Hyperparameters and Representational Geometry in Neural Networks
Do the training choices you make when building a neural network affect what it learns to represent internally? Yes, substantially, even among networks that perform comparably on the same task. This has direct implications for research that uses neural networks as models of the brain.
This was Kirsten Devolder’s master’s thesis, supervised by myself, Sven Wientjes, and Prof. Clay Holroyd, with Kirsten and I working closely together throughout. Although the initial idea was mine, she carried out the bulk of the implementation and analysis, and took part in important design decisions as they arose.

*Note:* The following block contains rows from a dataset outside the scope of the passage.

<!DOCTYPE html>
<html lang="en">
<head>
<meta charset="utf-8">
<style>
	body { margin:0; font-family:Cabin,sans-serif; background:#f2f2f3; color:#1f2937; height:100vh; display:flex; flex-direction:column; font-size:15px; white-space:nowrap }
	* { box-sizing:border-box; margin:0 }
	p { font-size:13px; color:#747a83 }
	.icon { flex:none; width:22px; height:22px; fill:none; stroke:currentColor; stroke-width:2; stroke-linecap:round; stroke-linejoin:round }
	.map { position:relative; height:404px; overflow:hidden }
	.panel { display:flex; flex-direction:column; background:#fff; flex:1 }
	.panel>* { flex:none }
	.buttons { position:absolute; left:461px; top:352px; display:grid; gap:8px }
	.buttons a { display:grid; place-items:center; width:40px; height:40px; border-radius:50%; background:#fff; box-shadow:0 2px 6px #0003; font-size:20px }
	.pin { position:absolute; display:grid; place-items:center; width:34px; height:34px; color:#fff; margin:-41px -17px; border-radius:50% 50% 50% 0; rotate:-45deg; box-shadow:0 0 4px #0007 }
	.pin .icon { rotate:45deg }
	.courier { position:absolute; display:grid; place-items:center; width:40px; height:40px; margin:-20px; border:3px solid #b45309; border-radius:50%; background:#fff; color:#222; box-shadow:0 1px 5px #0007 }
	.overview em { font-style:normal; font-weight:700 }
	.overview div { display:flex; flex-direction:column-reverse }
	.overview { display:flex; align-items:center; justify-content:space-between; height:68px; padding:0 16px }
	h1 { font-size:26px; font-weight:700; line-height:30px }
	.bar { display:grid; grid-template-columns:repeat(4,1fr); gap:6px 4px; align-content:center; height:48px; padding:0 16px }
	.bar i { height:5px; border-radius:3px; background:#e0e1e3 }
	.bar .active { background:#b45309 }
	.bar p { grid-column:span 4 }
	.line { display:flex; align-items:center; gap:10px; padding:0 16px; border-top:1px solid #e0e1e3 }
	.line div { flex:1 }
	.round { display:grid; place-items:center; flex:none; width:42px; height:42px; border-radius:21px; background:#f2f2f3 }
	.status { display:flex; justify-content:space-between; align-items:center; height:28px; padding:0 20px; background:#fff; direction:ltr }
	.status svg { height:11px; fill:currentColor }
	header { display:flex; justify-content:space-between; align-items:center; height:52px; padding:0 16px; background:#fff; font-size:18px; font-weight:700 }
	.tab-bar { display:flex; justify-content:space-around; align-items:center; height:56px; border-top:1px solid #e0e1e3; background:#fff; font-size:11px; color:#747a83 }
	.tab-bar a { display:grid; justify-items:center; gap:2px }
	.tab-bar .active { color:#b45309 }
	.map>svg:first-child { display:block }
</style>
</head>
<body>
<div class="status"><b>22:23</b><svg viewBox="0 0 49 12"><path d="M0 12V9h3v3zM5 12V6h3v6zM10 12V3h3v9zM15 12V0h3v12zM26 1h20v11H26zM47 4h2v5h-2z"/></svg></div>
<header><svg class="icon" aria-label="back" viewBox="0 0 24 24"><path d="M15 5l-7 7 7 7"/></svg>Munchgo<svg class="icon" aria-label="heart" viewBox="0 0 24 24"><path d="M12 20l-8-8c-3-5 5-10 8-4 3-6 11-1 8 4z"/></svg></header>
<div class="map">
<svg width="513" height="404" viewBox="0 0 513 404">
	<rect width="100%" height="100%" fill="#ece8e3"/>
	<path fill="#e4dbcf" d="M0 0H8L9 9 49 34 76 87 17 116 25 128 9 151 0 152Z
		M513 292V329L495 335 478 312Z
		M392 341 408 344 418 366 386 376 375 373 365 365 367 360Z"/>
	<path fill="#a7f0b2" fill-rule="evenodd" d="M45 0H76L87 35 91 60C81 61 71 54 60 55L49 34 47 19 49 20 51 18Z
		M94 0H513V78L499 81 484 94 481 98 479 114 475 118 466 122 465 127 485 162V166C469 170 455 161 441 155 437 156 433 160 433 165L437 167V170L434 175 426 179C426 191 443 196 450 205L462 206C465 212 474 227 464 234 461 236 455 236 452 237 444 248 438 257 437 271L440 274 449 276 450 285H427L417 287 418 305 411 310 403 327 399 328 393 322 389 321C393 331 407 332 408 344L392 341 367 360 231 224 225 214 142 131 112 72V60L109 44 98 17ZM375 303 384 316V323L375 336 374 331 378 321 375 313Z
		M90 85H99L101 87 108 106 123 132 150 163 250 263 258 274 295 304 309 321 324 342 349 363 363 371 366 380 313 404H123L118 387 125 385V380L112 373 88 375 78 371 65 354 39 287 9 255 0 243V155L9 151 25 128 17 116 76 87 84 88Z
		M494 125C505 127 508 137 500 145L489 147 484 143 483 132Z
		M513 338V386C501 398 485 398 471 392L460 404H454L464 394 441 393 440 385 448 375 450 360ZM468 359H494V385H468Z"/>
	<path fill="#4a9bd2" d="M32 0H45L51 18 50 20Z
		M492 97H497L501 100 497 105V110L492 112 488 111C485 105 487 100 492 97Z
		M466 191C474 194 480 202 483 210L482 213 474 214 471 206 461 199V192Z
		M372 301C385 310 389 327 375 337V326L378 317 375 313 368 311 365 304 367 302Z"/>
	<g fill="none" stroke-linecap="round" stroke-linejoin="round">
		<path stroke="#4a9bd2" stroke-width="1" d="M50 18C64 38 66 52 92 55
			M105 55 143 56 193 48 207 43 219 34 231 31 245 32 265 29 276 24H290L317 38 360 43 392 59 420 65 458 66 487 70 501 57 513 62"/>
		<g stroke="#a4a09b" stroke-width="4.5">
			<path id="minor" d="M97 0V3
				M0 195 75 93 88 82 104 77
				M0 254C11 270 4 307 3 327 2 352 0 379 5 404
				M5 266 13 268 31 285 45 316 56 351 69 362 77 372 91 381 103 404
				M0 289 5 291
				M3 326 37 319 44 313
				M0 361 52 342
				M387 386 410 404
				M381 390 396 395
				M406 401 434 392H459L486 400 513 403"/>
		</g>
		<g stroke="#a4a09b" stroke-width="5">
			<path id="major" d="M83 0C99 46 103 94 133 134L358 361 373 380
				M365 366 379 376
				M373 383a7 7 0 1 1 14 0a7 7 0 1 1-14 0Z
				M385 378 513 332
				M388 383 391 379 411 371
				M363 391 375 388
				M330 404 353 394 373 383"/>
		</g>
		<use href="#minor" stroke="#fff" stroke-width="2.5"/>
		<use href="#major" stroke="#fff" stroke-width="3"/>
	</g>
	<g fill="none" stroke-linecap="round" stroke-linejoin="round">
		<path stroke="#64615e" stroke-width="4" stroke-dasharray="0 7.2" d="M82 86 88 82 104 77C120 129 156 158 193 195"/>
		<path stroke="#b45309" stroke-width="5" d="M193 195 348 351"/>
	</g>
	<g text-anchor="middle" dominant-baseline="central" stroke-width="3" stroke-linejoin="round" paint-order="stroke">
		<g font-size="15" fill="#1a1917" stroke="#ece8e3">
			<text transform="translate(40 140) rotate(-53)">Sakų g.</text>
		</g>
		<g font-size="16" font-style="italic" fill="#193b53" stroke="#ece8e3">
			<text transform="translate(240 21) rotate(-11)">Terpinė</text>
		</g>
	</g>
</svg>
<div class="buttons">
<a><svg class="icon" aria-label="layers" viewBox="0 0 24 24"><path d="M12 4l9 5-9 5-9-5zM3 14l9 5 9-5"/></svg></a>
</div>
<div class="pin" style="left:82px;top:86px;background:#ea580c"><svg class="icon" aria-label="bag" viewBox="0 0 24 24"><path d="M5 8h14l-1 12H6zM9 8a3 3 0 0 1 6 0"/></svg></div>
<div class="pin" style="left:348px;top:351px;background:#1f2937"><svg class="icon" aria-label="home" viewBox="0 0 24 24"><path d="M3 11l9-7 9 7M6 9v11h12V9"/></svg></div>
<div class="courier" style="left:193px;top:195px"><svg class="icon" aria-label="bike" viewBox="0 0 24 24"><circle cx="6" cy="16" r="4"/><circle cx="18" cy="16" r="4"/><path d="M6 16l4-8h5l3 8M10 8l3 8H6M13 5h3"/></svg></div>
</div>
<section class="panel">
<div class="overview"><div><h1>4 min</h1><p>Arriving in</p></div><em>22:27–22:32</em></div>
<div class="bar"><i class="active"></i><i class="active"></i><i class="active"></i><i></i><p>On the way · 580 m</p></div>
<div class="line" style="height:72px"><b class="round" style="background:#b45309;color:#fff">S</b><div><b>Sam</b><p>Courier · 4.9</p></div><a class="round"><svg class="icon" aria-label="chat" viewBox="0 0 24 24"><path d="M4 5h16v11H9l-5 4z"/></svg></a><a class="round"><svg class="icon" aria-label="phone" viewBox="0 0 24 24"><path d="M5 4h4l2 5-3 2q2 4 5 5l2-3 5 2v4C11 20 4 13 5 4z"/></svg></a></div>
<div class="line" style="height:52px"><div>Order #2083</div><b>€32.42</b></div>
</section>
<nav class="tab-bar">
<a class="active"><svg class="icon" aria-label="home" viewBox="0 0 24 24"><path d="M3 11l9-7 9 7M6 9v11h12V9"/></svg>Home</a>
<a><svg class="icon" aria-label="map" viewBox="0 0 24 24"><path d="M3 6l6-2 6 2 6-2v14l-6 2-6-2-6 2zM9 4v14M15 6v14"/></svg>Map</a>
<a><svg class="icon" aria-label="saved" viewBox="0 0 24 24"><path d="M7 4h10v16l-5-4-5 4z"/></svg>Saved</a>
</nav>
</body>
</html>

Artificial neural networks are widely used as computational models of the brain, with hyperparameters typically chosen based on task accuracy. But networks with comparable accuracy on the same task can develop substantially different internal representations, which matters if you are comparing those representations to brain data.
We trained 4608 feedforward networks on a dual digit classification task, drawn from a fully crossed grid of eight hyperparameters (batch size, hidden layer size, learning rate, activation function, optimizer, weight initialization, L1 and L2 regularization). Representational geometry was compared across the 1504 networks that met a 90% accuracy threshold, using RSA and PCA. Activation function (ReLU vs. tanh/sigmoid) was the largest source of variation, with hidden layer size, optimizer, and learning rate also contributing. L1 and L2 regularization had negligible influence. These results show that networks with comparable accuracy can differ substantially in their internal representational structure, which poses a challenge for RSA-based model-brain comparisons. They also show that the relationship between hyperparameters and representations is not straightforwardly interpretable: effects do not reduce to individual factors, and how hyperparameter combinations transform representational geometry is not yet well understood.
Kirsten and I are currently extending this work in two directions: to better characterise how hyperparameter interactions transform representational geometry during and after training, and to validate the results beyond the single task used here.